Nach einer knappen Stunde war er so weit. Er lief zur Oberbaumbrücke, überquerte die Spree und pfiff sich am Stralauer Thor eine Droschke herbei. »Zum Bahnhof der Frankfurter Eisenbahn.« Immer bemüht, so wie ein Jude zu sprechen, also »nu« zu sagen, »du megst« oder »e« statt »ein«, klagte er dem Kutscher sein Leid: dass er noch nach Frankfurt an der Oder müsse, um dort Geldgeschäfte abzuwickeln. Auch am Fahrkartenschalter im Bahnhof redete er mehr als nötig und ließ zweimal seinen angeblichen Namen fallen: »So wahr ich Meir Rosentreter heiße …« Der Beamte sah zwar ein wenig einfältig aus, das aber merkte er sich vielleicht.
Im Coupé war Krimnitz allein, was ihm zupasskam, denn so gab es keinen Zeugen dafür, dass er den Zug schon in Erkner verlassen würde. Schnell suchte er mit seinem kleinen Koffer in der Hand die Toilette auf und schloss sich ein.
Hineingegangen war er als Meir Rosentreter, heraus kam er als Louis Krimnitz. Im Koffer steckten jetzt die Sachen des Geldverleihers. Ganz unauffällig löste Krimnitz nun ein Billett nach Berlin. Beim Warten auf den Zug gab er sich alle Mühe, niemandem aufzufallen. Dass die Laternen auf dem Perron nur matt leuchteten, kam ihm dabei zu Hilfe. Im Abteil setzte er sich in die dunkelste Ecke, und er hatte offenbar Glück, denn keiner der übrigen Fahrgäste schien ihn zu kennen. Zwar wäre es noch keine Katastrophe gewesen, einen Bekannten zu treffen, aber besser war es schon, wenn ihn niemand auf der Strecke sah. Am Bahnhof verzichtete er auf eine Droschke und lief zu Fuß nach Hause, so schnell es eben ging, ohne dass er auffiel. Denn Rosentreters Leiche musste fortgeschafft werden – und die Nacht war kurz.
Kapitel 3
DER 6. MÄRZ 1856 fiel auf einen Donnerstag – jenen Wochentag, den Friedrich Silberstein am wenigsten mochte, klang das Wort doch so martialisch. Überhaupt waren ihm die germanischen Götter samt und sonders unsympathisch, hießen sie nun Donar oder wie auch immer.

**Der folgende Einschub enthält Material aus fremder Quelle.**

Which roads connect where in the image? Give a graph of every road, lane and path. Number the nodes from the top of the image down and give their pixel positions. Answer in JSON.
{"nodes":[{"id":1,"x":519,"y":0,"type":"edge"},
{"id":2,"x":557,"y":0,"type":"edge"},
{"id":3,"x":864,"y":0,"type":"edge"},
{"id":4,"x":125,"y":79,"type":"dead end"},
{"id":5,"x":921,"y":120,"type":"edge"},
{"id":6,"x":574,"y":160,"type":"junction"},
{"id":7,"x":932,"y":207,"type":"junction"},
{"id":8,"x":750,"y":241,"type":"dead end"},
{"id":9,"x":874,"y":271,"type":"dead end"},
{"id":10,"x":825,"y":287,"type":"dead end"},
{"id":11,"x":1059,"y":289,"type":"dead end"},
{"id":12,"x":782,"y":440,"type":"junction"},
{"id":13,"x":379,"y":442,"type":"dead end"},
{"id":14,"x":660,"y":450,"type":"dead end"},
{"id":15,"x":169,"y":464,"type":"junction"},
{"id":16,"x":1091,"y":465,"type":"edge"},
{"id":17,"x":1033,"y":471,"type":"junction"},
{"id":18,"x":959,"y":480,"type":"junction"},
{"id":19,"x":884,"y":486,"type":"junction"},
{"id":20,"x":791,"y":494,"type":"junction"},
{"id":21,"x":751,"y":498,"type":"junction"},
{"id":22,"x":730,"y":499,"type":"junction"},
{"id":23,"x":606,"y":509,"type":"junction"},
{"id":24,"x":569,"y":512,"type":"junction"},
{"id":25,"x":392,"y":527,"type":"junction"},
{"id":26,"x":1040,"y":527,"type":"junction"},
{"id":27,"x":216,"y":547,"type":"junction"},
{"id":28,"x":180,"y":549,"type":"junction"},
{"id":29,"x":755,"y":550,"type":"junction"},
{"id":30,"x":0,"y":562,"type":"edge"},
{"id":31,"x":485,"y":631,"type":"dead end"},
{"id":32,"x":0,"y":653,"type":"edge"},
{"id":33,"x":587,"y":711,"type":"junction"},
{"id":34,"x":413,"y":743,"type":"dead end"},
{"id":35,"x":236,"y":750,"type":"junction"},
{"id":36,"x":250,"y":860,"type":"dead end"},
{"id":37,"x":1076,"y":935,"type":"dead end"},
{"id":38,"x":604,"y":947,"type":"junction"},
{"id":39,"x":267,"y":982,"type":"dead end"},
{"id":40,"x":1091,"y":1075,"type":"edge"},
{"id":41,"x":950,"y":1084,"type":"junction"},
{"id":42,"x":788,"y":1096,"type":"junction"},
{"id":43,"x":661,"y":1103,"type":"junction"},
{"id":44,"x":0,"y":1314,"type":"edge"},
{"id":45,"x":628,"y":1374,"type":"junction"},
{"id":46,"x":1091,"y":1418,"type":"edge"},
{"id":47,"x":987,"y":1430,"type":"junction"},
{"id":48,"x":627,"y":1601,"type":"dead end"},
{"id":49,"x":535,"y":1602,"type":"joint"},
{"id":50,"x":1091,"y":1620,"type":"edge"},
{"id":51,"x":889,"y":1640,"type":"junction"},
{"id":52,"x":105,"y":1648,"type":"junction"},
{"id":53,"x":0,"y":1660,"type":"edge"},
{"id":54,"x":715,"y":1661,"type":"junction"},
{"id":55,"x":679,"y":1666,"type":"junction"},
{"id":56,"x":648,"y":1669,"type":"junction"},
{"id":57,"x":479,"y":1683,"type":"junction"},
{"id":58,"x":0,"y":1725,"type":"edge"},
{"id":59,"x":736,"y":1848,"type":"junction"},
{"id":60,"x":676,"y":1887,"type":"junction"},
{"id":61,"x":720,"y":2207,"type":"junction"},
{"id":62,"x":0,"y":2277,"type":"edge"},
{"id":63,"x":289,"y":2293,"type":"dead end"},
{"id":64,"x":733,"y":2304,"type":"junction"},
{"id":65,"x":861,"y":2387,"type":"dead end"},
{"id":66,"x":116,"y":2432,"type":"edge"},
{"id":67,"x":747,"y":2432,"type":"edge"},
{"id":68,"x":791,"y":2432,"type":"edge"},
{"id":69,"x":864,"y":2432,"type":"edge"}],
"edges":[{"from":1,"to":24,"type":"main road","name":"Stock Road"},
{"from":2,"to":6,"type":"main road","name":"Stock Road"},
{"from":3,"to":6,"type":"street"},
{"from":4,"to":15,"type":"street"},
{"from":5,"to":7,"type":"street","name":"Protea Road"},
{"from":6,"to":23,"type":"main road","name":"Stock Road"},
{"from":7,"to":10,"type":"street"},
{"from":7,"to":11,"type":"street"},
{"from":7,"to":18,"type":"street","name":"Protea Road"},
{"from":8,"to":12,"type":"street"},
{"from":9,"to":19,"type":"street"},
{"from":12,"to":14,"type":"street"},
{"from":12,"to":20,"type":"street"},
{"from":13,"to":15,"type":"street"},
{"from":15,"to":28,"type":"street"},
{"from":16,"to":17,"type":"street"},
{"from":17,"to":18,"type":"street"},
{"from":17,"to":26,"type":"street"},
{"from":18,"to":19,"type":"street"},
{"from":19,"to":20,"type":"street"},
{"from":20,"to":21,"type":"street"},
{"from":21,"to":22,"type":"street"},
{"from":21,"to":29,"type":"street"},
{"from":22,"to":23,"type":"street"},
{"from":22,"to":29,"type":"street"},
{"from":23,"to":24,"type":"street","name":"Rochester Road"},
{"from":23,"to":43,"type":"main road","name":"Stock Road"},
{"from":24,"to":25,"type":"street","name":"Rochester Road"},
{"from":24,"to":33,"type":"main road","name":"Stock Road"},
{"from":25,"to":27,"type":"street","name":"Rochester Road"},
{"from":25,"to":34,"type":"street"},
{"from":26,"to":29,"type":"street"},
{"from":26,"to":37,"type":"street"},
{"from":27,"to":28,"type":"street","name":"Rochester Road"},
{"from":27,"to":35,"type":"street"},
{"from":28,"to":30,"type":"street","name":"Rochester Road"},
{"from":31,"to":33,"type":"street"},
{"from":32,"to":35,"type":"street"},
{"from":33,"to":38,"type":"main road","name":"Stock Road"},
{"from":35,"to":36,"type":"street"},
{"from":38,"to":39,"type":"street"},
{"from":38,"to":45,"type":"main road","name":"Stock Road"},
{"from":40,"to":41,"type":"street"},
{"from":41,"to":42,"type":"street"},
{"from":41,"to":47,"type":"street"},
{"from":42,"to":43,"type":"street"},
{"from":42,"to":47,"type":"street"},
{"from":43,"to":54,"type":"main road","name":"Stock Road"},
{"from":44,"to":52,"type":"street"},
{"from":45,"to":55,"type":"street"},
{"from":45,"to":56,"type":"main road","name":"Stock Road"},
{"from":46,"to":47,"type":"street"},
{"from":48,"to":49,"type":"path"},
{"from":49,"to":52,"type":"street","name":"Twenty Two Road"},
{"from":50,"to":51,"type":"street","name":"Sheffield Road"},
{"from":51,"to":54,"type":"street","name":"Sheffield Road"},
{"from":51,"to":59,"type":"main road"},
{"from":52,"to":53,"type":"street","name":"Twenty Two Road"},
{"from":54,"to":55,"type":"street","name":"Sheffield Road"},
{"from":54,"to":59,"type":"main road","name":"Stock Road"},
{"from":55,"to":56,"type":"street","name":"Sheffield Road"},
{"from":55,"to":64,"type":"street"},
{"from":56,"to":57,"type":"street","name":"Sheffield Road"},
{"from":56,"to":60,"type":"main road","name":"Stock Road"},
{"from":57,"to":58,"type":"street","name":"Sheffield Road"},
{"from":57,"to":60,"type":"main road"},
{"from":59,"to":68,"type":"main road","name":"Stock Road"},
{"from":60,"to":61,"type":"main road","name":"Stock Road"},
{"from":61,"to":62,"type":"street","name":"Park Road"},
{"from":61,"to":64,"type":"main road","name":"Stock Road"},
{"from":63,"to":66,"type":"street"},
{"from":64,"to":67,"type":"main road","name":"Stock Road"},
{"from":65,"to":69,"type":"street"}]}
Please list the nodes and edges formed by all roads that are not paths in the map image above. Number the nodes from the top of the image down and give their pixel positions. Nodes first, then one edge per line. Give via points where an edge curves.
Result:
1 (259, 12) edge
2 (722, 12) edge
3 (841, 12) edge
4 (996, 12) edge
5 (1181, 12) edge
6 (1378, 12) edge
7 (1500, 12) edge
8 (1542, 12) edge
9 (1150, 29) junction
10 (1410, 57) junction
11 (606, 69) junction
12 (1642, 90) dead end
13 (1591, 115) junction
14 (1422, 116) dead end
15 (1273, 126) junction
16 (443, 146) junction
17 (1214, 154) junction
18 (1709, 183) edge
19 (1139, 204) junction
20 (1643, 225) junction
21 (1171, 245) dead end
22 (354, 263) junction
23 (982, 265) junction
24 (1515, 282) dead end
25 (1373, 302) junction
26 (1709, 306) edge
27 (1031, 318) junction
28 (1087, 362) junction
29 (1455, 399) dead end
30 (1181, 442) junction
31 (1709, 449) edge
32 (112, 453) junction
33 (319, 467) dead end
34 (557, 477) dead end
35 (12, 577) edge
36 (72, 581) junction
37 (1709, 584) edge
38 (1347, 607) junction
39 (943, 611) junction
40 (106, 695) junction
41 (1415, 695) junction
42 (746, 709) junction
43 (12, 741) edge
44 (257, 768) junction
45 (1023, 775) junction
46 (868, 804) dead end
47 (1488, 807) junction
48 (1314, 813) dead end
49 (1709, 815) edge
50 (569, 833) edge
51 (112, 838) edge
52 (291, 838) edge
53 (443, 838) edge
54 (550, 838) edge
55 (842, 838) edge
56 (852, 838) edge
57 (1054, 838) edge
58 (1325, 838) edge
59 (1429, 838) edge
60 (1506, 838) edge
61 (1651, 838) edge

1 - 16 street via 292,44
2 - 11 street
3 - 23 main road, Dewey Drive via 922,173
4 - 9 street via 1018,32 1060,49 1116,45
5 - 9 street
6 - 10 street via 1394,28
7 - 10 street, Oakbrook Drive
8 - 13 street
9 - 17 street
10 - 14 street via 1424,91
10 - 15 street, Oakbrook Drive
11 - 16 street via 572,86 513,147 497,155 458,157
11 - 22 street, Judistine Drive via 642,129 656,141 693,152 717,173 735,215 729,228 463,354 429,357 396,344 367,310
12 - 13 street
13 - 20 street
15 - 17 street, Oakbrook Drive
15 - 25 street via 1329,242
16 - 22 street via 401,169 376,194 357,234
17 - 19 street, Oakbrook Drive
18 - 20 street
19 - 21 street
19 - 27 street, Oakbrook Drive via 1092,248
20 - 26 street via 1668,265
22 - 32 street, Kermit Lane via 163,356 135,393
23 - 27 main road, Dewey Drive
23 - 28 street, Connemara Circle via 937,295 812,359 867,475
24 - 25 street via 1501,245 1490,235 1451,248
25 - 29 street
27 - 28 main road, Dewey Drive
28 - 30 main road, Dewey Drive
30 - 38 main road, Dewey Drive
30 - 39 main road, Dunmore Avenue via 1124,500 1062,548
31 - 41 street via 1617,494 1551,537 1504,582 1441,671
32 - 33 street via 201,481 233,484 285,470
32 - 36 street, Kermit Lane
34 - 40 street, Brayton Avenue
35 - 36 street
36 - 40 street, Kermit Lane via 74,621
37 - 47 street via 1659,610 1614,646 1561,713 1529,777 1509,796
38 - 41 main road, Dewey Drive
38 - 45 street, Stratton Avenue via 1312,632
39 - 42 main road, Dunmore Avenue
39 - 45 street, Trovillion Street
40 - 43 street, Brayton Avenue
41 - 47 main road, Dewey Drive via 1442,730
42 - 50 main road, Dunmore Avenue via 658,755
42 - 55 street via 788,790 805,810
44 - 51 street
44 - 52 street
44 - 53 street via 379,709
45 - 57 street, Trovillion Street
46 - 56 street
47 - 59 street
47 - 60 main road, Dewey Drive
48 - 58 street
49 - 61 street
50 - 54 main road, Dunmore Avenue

Gemessenen Schrittes ging er über die Schlossbrücke und schwelgte in Erinnerungen. Hier hatte er als Geselle gearbeitet und mehr gelernt als je zuvor. Kein Wunder, war doch sein Lehrmeister kein Geringerer als der große Karl Friedrich Schinkel gewesen. Und seine Präzision wie seine Tatkraft hatten dem Meister so gut gefallen, dass er ihn auch geholt hatte, als jenes Museum am Lustgarten, das später das Alte Museum genannt wurde, und die Friedrichswerdersche Kirche hochzuziehen waren.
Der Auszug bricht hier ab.